Pour donner une idée de cet intérêt, Attac Suisse a tenté une projection de l’impôt sur la fortune d’Ingvar Kamprad, avançant « qu’il paie un forfait fiscal de 200 000 francs annuels depuis 1976. Sur la base d’une estimation minimale de ses revenus, c’est 500 millions de francs qu’il devrait payer, soit 2 500 fois plus ».

Concernant Alexandre Van Damme, la holding familiale luxembourgeoise EPS a payé à ses 200 actionnaires 1,66 milliard de dividendes l’année dernière. Dont 300 millions reviendraient à Alexandre Van Damme selon nos calculs. Or, la moyenne des forfaits fiscaux dans le Vaud avoisine les 143 000 francs suisses (131 000 euros). Une très faible somme au regard des dividendes d’Alexandre Van Damme. Si ce dernier souhaitait toucher en tant que personne physique ces montants astronomiques, la perte se chiffrerait alors du côté de l’État belge en dizaines de millions d’euros. En effet, le fisc belge prélève un impôt de 27 % sur les dividendes de sociétés luxembourgeoises.

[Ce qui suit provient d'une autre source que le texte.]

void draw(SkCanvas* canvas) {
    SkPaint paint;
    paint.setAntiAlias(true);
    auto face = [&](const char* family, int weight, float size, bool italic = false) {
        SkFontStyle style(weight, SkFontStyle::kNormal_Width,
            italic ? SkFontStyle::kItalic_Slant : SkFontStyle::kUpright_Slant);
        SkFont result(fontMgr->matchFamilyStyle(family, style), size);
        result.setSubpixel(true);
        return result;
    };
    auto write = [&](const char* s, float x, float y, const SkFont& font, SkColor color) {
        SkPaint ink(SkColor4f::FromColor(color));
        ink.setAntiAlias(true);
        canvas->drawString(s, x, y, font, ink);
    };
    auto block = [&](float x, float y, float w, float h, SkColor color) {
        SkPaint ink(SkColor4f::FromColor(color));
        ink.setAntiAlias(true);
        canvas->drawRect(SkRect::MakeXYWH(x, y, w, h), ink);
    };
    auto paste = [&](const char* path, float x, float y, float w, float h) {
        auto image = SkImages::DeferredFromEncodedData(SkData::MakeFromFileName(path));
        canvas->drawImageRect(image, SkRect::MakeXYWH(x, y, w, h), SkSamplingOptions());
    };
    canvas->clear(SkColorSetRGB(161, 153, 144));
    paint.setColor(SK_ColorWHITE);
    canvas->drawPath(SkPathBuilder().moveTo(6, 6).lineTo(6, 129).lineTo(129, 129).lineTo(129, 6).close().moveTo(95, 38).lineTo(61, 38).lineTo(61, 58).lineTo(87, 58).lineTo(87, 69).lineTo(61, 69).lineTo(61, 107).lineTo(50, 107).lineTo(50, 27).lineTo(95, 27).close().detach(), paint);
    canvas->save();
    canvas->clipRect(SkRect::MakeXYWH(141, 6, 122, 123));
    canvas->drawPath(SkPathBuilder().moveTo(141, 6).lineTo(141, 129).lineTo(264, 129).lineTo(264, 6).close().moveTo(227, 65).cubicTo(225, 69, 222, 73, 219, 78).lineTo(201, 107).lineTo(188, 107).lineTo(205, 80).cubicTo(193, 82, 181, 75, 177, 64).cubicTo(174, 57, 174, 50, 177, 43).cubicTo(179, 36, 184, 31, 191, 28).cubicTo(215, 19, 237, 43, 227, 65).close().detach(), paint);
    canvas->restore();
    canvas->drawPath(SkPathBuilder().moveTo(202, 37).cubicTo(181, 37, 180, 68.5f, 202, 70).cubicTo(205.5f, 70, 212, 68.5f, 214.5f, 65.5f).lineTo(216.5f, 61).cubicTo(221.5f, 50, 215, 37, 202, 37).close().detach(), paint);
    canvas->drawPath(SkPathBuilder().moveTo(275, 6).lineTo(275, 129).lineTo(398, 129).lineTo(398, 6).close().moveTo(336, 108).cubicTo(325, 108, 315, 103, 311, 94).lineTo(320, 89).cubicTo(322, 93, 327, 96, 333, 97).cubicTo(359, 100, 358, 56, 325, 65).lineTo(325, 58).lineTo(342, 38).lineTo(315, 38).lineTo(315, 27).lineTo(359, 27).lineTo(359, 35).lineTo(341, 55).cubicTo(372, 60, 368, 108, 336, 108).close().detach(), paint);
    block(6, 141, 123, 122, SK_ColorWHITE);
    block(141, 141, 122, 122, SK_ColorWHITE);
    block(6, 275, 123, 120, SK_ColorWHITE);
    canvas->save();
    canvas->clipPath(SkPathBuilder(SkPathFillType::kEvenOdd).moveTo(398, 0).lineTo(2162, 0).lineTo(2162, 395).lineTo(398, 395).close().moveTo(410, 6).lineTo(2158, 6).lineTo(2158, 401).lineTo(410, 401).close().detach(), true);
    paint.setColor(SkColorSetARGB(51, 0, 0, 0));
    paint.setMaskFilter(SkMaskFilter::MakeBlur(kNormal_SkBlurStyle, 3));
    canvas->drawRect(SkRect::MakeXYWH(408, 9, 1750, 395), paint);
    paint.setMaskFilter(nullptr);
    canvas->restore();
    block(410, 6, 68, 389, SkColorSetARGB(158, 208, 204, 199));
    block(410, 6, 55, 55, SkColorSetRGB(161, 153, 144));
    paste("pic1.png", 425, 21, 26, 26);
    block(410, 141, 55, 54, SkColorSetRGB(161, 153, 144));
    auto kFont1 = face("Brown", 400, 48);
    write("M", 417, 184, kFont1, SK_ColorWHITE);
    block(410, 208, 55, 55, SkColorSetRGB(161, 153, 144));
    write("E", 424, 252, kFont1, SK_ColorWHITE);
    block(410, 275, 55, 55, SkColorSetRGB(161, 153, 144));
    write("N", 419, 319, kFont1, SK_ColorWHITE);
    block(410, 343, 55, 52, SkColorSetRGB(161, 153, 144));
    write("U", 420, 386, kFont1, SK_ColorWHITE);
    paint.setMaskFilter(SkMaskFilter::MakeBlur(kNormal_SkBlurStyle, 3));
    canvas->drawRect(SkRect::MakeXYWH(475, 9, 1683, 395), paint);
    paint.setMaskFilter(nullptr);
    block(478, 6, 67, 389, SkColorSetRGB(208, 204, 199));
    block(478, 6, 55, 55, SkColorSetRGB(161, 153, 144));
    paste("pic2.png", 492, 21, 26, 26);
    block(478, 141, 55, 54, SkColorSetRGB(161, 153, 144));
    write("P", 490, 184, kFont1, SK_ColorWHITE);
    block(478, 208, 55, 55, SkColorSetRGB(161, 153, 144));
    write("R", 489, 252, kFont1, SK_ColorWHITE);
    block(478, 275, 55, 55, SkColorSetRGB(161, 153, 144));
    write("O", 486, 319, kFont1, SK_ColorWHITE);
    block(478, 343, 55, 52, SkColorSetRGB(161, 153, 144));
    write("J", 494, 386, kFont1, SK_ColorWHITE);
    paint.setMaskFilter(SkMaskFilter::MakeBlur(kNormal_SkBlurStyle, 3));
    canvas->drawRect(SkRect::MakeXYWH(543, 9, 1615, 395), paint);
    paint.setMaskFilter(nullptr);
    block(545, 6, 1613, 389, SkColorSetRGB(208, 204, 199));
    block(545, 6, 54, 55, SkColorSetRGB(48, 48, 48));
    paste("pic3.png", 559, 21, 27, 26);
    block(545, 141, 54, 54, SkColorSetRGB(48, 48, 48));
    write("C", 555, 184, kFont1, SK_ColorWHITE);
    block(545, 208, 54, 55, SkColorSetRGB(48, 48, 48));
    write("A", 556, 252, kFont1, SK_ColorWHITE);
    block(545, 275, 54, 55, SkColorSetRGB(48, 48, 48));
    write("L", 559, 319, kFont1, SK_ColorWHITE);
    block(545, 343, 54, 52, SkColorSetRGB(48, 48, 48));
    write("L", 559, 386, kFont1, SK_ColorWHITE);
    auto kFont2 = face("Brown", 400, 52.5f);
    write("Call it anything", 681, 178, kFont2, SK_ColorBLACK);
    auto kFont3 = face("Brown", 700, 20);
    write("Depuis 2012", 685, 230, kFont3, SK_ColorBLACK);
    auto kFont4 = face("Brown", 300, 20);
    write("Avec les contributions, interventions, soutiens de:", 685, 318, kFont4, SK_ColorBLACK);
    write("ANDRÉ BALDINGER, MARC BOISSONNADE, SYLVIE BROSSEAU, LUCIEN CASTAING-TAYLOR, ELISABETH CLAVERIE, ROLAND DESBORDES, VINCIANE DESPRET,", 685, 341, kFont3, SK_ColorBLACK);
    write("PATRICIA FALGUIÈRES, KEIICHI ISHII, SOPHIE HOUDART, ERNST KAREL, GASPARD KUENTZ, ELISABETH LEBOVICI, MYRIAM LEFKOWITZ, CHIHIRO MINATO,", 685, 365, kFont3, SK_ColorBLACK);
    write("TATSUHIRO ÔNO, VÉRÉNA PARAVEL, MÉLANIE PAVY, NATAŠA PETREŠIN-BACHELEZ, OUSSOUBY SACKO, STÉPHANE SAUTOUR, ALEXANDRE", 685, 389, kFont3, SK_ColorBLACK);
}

Fin 2014, 5 382 « très riches » ont profité de l’impôt forfaitaire suisse. Un sur quatre était installé dans le canton de Vaud. Impossible de savoir avec certitude si Alexandre Van Damme bénéficiera de ce forfait. « Information confidentielle », précise-t-on du côté de la commune de Chéserex (Nyon).

Autre avantage pour Alexandre Van Damme, à la suite de son déménagement : il lui permettra, le cas échéant, d’éviter de lourds droits de succession en Belgique. « Vous pouvez, en Suisse, passer un pacte successoral, détaille Anton van Zantbeek. Soit un accord liant vos héritiers à propos de votre succession. Cela évite toute dispute entre eux. Tout est distribué selon ce qui est prévu dans ce contrat après votre décès. En Belgique, par contre, vous ne pouvez pas passer ce type d’accord sur un héritage. »

Parmi les autres arguments avancés par l’avocat : la stabilité fiscale en Suisse (peu de changements de législation, contrairement à la situation en Belgique) et des dépenses publiques sous contrôle. Ces arguments très financiers ont-ils achevé de convaincre le fébrile Alexandre Van Damme de s’exiler en Suisse ? Contacté via son bras droit, Maximilien de Limbourg, Alexandre Van Damme n’a pas souhaité commenter ces informations.